I. WHETHER THE CIRCUIT COURT ERRED IN DISMISSING THE COMPLAINT UNDER M.R.C.P. 12(b)(6).

¶ 2. A motion to dismiss under M.R.C.P. 12(b)(6) raises an issue of law. L.W. v. McComb Separate Mun. Sch. Dist., 754 So.2d 1136, 1138 (Miss.1999) (collecting authorities). We conduct a de novo review of questions of law. Id. (citing UHS-Qualicare, Inc. v. Gulf Coast Cmty. Hosp., Inc., 525 So.2d 746, 754 (Miss.1987)). When considering a motion to dismiss, the allegations in the complaint must be taken as true, and the motion should not be granted unless it appears beyond a reasonable doubt that the plaintiff will be unable to prove any set of facts in support of his claim. T.M. v. Noblitt, 650 So.2d 1340, 1342 (Miss.1995).

¶ 3. The circuit court adopted the "firefighter's rule," which prohibits recovery by a firefighter, or, in this case, a police officer, injured as a result of "a risk inherent in, and foreseeable as a part of their duties as police officers." 62 Am.Jur.2d Premises Liability § 431 (1990). The circuit court determined that Farmer did not allege that Taco Bell failed to warn him of any risk not reasonably expected under the circumstances.

¶ 4. The firefighter's rule is an issue of first impression in Mississippi. While it appears most jurisdictions still follow some version of the firefighter's rule, Minnesota, Florida, and New Jersey have abrogated the rule by statute, and Pennsylvania, Oregon, and Colorado have abolished the rule by decision. See Hopkins v. Medeiros, 48 Mass.App.Ct. 600, 724 N.E.2d 336, 341-43 (2000)

. While Michigan seems to have abandoned the rule by statute (see Mich. Comp. Laws Ann. § 6000.2965), it appears other Michigan statutes retain the traditional common law doctrine of the firefighter's rule. See Harris-Fields v. Syze, 461 Mich. 188, 600 N.W.2d 611, 616-17 (1999).

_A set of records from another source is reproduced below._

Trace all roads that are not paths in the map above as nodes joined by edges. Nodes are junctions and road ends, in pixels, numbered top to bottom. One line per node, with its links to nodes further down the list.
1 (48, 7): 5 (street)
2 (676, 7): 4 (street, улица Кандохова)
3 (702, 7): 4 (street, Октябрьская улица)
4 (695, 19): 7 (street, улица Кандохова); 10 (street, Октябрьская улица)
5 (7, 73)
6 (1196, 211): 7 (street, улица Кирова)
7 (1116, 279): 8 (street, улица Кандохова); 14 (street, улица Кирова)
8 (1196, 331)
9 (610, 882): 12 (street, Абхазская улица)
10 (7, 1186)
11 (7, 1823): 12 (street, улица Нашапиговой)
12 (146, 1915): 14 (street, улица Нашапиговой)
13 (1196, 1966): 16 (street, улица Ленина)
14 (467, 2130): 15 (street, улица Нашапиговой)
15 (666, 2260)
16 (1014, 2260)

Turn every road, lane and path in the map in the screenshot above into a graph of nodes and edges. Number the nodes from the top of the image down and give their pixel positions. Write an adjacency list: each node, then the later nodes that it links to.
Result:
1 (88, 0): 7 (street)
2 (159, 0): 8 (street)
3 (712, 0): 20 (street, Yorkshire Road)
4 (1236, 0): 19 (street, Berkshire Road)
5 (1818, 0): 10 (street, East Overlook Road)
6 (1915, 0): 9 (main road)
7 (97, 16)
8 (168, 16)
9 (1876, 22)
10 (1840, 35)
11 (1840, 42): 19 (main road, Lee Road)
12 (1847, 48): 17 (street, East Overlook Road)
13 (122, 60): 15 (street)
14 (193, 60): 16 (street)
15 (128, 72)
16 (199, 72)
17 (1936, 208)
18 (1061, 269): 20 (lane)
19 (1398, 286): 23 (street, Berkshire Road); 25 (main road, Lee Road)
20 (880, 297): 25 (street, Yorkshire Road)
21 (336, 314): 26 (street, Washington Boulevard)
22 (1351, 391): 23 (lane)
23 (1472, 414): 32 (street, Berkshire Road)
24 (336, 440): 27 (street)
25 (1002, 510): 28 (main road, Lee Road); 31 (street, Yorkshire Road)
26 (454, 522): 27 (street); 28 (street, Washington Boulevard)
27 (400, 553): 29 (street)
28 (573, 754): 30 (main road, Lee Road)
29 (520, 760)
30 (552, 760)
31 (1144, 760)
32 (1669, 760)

A. Firefighter's Rule Under Traditional Landlord Liability

¶ 5. The firefighter's rule originated over one hundred years ago and classified a firefighter as a licensee, with the property owner owing a duty to refrain from engaging in wilful, wanton or intentional conduct:

In Gibson v. Leonard, 143 Ill. 182, 32 N.E. 182 (1892), as well as most of the early cases involving fire fighters, the court analyzed the issue of liability on the basis of the traditional status categories of entrants upon the property of another—invitee, licensee, or trespasser. The Gibson court determined that the plaintiff fireman was a licensee, and, therefore, the property owner only owed him a duty to avoid inflicting wilful, wanton, or intentional injuries.

Kreski v. Modern Wholesale Elec. Supply Co., 429 Mich. 347, 415 N.W.2d 178, 183 (1987) (citing Gibson v. Leonard, 143 Ill. 182, 32 N.E. 182 (1892)).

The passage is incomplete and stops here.